## Records for the exercise
----

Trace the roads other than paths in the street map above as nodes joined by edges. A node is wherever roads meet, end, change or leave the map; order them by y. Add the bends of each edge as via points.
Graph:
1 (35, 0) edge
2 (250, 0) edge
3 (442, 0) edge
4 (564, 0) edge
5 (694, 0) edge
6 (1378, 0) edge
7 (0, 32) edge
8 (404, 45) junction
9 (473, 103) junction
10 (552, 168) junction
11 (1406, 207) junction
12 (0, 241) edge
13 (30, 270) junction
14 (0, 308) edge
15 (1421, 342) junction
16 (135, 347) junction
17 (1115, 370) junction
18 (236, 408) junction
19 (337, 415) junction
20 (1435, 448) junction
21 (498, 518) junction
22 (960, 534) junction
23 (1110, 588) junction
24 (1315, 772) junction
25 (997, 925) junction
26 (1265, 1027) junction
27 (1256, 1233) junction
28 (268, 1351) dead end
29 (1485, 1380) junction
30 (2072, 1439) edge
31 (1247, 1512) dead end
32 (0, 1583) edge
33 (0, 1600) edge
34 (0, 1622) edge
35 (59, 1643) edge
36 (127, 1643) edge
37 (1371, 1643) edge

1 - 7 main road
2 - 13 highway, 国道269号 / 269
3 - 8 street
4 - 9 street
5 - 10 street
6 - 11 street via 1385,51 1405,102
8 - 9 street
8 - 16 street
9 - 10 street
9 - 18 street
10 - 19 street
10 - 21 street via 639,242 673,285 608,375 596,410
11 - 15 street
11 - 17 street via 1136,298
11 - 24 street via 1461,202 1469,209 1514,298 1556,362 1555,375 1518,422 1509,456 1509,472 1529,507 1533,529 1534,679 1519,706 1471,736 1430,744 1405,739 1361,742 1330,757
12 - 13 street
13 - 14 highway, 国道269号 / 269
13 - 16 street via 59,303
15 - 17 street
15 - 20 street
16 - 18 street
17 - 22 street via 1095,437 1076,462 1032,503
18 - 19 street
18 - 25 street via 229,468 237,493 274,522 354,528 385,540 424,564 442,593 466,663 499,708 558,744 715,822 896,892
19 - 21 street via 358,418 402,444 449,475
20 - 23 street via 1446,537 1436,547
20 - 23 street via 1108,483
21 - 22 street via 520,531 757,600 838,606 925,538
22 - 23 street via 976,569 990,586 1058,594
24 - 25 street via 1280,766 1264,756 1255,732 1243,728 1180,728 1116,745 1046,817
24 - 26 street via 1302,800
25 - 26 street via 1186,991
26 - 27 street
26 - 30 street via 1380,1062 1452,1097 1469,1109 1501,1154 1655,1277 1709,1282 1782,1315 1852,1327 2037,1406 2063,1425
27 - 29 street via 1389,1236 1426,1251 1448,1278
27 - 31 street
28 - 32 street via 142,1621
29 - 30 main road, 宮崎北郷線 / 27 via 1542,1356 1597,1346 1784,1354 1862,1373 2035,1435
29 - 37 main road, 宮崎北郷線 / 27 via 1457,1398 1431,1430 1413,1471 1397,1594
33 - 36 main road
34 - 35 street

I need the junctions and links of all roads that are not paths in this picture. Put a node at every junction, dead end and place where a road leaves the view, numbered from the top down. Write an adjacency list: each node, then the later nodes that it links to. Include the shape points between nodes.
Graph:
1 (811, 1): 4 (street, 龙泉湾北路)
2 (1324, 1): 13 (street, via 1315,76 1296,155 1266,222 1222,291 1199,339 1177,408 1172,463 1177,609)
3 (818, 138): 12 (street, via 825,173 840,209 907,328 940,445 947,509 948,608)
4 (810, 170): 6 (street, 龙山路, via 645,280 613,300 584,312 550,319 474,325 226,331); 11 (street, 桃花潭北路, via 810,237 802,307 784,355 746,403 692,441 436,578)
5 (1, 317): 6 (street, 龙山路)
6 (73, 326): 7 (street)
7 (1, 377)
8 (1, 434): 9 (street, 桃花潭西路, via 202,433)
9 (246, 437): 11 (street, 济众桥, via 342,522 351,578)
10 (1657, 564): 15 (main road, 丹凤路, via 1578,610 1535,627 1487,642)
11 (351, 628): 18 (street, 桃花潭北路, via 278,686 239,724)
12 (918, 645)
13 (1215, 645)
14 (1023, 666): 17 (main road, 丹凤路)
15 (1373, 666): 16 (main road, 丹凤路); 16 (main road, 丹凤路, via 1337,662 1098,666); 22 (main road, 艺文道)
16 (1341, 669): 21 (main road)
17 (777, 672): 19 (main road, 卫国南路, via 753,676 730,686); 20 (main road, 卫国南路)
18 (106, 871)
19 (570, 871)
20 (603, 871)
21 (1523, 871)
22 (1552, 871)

----

## Aim of the task
Every record in the listing above should be reproduced exactly.

## Response to the task
Trace the roads other than paths in the street map above as nodes joined by edges. A node is wherever roads meet, end, change or leave the map; order them by y. Add the bends of each edge as via points.
Graph:
1 (35, 0) edge
2 (250, 0) edge
3 (442, 0) edge
4 (564, 0) edge
5 (694, 0) edge
6 (1378, 0) edge
7 (0, 32) edge
8 (404, 45) junction
9 (473, 103) junction
10 (552, 168) junction
11 (1406, 207) junction
12 (0, 241) edge
13 (30, 270) junction
14 (0, 308) edge
15 (1421, 342) junction
16 (135, 347) junction
17 (1115, 370) junction
18 (236, 408) junction
19 (337, 415) junction
20 (1435, 448) junction
21 (498, 518) junction
22 (960, 534) junction
23 (1110, 588) junction
24 (1315, 772) junction
25 (997, 925) junction
26 (1265, 1027) junction
27 (1256, 1233) junction
28 (268, 1351) dead end
29 (1485, 1380) junction
30 (2072, 1439) edge
31 (1247, 1512) dead end
32 (0, 1583) edge
33 (0, 1600) edge
34 (0, 1622) edge
35 (59, 1643) edge
36 (127, 1643) edge
37 (1371, 1643) edge

1 - 7 main road
2 - 13 highway, 国道269号 / 269
3 - 8 street
4 - 9 street
5 - 10 street
6 - 11 street via 1385,51 1405,102
8 - 9 street
8 - 16 street
9 - 10 street
9 - 18 street
10 - 19 street
10 - 21 street via 639,242 673,285 608,375 596,410
11 - 15 street
11 - 17 street via 1136,298
11 - 24 street via 1461,202 1469,209 1514,298 1556,362 1555,375 1518,422 1509,456 1509,472 1529,507 1533,529 1534,679 1519,706 1471,736 1430,744 1405,739 1361,742 1330,757
12 - 13 street
13 - 14 highway, 国道269号 / 269
13 - 16 street via 59,303
15 - 17 street
15 - 20 street
16 - 18 street
17 - 22 street via 1095,437 1076,462 1032,503
18 - 19 street
18 - 25 street via 229,468 237,493 274,522 354,528 385,540 424,564 442,593 466,663 499,708 558,744 715,822 896,892
19 - 21 street via 358,418 402,444 449,475
20 - 23 street via 1446,537 1436,547
20 - 23 street via 1108,483
21 - 22 street via 520,531 757,600 838,606 925,538
22 - 23 street via 976,569 990,586 1058,594
24 - 25 street via 1280,766 1264,756 1255,732 1243,728 1180,728 1116,745 1046,817
24 - 26 street via 1302,800
25 - 26 street via 1186,991
26 - 27 street
26 - 30 street via 1380,1062 1452,1097 1469,1109 1501,1154 1655,1277 1709,1282 1782,1315 1852,1327 2037,1406 2063,1425
27 - 29 street via 1389,1236 1426,1251 1448,1278
27 - 31 street
28 - 32 street via 142,1621
29 - 30 main road, 宮崎北郷線 / 27 via 1542,1356 1597,1346 1784,1354 1862,1373 2035,1435
29 - 37 main road, 宮崎北郷線 / 27 via 1457,1398 1431,1430 1413,1471 1397,1594
33 - 36 main road
34 - 35 street

I need the junctions and links of all roads that are not paths in this picture. Put a node at every junction, dead end and place where a road leaves the view, numbered from the top down. Write an adjacency list: each node, then the later nodes that it links to. Include the shape points between nodes.
Graph:
1 (811, 1): 4 (street, 龙泉湾北路)
2 (1324, 1): 13 (street, via 1315,76 1296,155 1266,222 1222,291 1199,339 1177,408 1172,463 1177,609)
3 (818, 138): 12 (street, via 825,173 840,209 907,328 940,445 947,509 948,608)
4 (810, 170): 6 (street, 龙山路, via 645,280 613,300 584,312 550,319 474,325 226,331); 11 (street, 桃花潭北路, via 810,237 802,307 784,355 746,403 692,441 436,578)
5 (1, 317): 6 (street, 龙山路)
6 (73, 326): 7 (street)
7 (1, 377)
8 (1, 434): 9 (street, 桃花潭西路, via 202,433)
9 (246, 437): 11 (street, 济众桥, via 342,522 351,578)
10 (1657, 564): 15 (main road, 丹凤路, via 1578,610 1535,627 1487,642)
11 (351, 628): 18 (street, 桃花潭北路, via 278,686 239,724)
12 (918, 645)
13 (1215, 645)
14 (1023, 666): 17 (main road, 丹凤路)
15 (1373, 666): 16 (main road, 丹凤路); 16 (main road, 丹凤路, via 1337,662 1098,666); 22 (main road, 艺文道)
16 (1341, 669): 21 (main road)
17 (777, 672): 19 (main road, 卫国南路, via 753,676 730,686); 20 (main road, 卫国南路)
18 (106, 871)
19 (570, 871)
20 (603, 871)
21 (1523, 871)
22 (1552, 871)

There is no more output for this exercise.